Sede Baker’s writings

This page on Zulu’s website is for a fellow prisoner of Zulu, who wanted to help this young man publish his writings, so for the moment we decided it would be best to have his writings on a page on Zulu’s site.

First an introduction by Sede, and then an article by him.


Sede’ Baker:
I was born on Feb. 24th 1983 in New Orleans.

Growing up in an environment, impoverished and immersed in chaos and family disorientation, paved a path for destruction. This destruction became a common mentality, which I adopted not realizing the aftermath of my action: selling drugs, robbing, rebellion toward the law.

By the time I was 18, this lifestyle caused me to be incarcerated with a sentence that proper grammer couldn’t correct. By 21, I was in Angola, sitting in a one-man cell with all negative perceptions. It was to my thinking that I would terrorize anyone for any reason to make an example. But clearly I was touched by an angel.

To my surprise I was placed around people who were conscious and well educated, who saw my potential and began to assist in my education.These people who I have come to call friends acted as mentor and guides. The principles I was taught helped me see the true dilemma me and my peers face.

I now utilize my education, skill of writing, and other crafts to reach out to the very people who can assist in bringing true change. May you embrace any- and everything I post with great depth to understand its full meaning.

For further discussion with Sede’ please log on to and find/add Sede’ Baker #468689 and send him an email.


What happens when the government slashes funding to educational programs? What happens to students that depended on that funding to attain higher education? And what happens to upcoming generations because their parents come from era where the government that was voted for, denied them education?

Government funding enables colleges to expand their educational programs to further the attainment of enlightment. When there are major budget cuts, it prevents one class of people from elevating to a higher social class, with a higher pay grade, which advances their means of living. In what is termed “THE LAND OF THE FREE” it would prevent this class from establishing wealth through the exercise of free market principles and passing it on to their progeny to continue generational building.

These affects mean no escape from oppressive hands of corrupt bosses who utilize their position to control and manipulate. In return, this creates a high level of unemployment. The stresses from such can cause one to become irrational, leading to a variety of burdons; crime being one I speak of.
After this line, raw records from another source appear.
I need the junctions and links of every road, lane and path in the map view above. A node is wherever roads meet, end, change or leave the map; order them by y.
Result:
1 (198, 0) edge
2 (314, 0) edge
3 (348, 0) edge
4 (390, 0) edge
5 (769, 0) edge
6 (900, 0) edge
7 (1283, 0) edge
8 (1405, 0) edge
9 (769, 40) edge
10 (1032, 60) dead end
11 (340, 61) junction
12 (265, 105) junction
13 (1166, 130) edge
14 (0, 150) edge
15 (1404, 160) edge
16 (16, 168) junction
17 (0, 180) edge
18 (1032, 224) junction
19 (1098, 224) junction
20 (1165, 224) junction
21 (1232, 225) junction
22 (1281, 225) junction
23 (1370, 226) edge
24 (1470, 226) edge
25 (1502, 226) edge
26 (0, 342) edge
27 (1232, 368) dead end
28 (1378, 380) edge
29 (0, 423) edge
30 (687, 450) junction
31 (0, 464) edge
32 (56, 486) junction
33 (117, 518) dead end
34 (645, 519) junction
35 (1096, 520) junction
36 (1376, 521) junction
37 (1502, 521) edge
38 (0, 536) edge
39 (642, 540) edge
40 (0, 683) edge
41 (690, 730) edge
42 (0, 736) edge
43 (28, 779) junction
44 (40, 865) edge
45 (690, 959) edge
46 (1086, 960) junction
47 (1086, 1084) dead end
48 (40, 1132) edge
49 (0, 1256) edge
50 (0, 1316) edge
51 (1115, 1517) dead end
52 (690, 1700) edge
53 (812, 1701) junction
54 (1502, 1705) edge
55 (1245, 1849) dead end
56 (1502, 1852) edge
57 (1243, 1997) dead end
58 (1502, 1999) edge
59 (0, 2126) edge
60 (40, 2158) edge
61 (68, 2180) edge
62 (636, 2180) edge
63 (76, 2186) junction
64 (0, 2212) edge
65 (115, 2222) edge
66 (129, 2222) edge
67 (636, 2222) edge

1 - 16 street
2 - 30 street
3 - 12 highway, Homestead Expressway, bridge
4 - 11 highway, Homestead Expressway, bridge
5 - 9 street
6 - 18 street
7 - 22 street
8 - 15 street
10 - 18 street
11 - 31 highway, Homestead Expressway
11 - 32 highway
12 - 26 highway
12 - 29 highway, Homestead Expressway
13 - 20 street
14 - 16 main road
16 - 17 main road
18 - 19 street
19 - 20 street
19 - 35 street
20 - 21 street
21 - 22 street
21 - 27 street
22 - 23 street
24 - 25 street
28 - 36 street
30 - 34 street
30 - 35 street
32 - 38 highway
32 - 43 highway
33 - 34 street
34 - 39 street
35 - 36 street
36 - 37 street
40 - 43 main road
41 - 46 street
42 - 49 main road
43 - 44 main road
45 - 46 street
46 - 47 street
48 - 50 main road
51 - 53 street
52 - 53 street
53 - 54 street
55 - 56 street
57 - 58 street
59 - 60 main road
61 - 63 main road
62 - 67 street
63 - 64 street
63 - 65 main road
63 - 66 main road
All humans have one thing in common, it is that we are born with innate capabilities to survive. Now, in a mode of self-preservation, robberies, selling / using drugs come into the equation, wich is a violation of laws leading to long prison terms–all from acts of surival, which ultimately stem from cutting funds from educational programs. This lack in academia keeps knowledge-seekers from the understanding needed to make better decisions.

It happens with one group, yet, it is embodied by upcoming generations who inherit those hardships. It is a state pf perpetuation from government-inficted problems which keeps many out of a realm of higher learning. This is what I call a “Boom in illiteracy”. This transpires when the value-system changes and whereby the princples passed-on are not of knowlege-seeking yet only of doing what must be done to put clothes on your back, food in your stomach, and getting bills paid.

It is easy to say that crime is rampant and laws need to be passed, addressing it in a harsh tone. Being hard on crime with stiff laws doesn’t eliminate the crime factor, yet it deters attention from the government’s irrational move of cutting the education budget.

It is a known fact that where there is a high level of education, the level of crime is low, and where the education is low the level of crime is high. The government conveys that it seeks to solve the crime issue, yet those governing do not realize that stripping schools of funding is a catalyst to the rise in crime as it strips people of the chance to educate thenselves.

This effects every generation coming after that first group of people that received no education. Too bad that our representatives can’t answer that.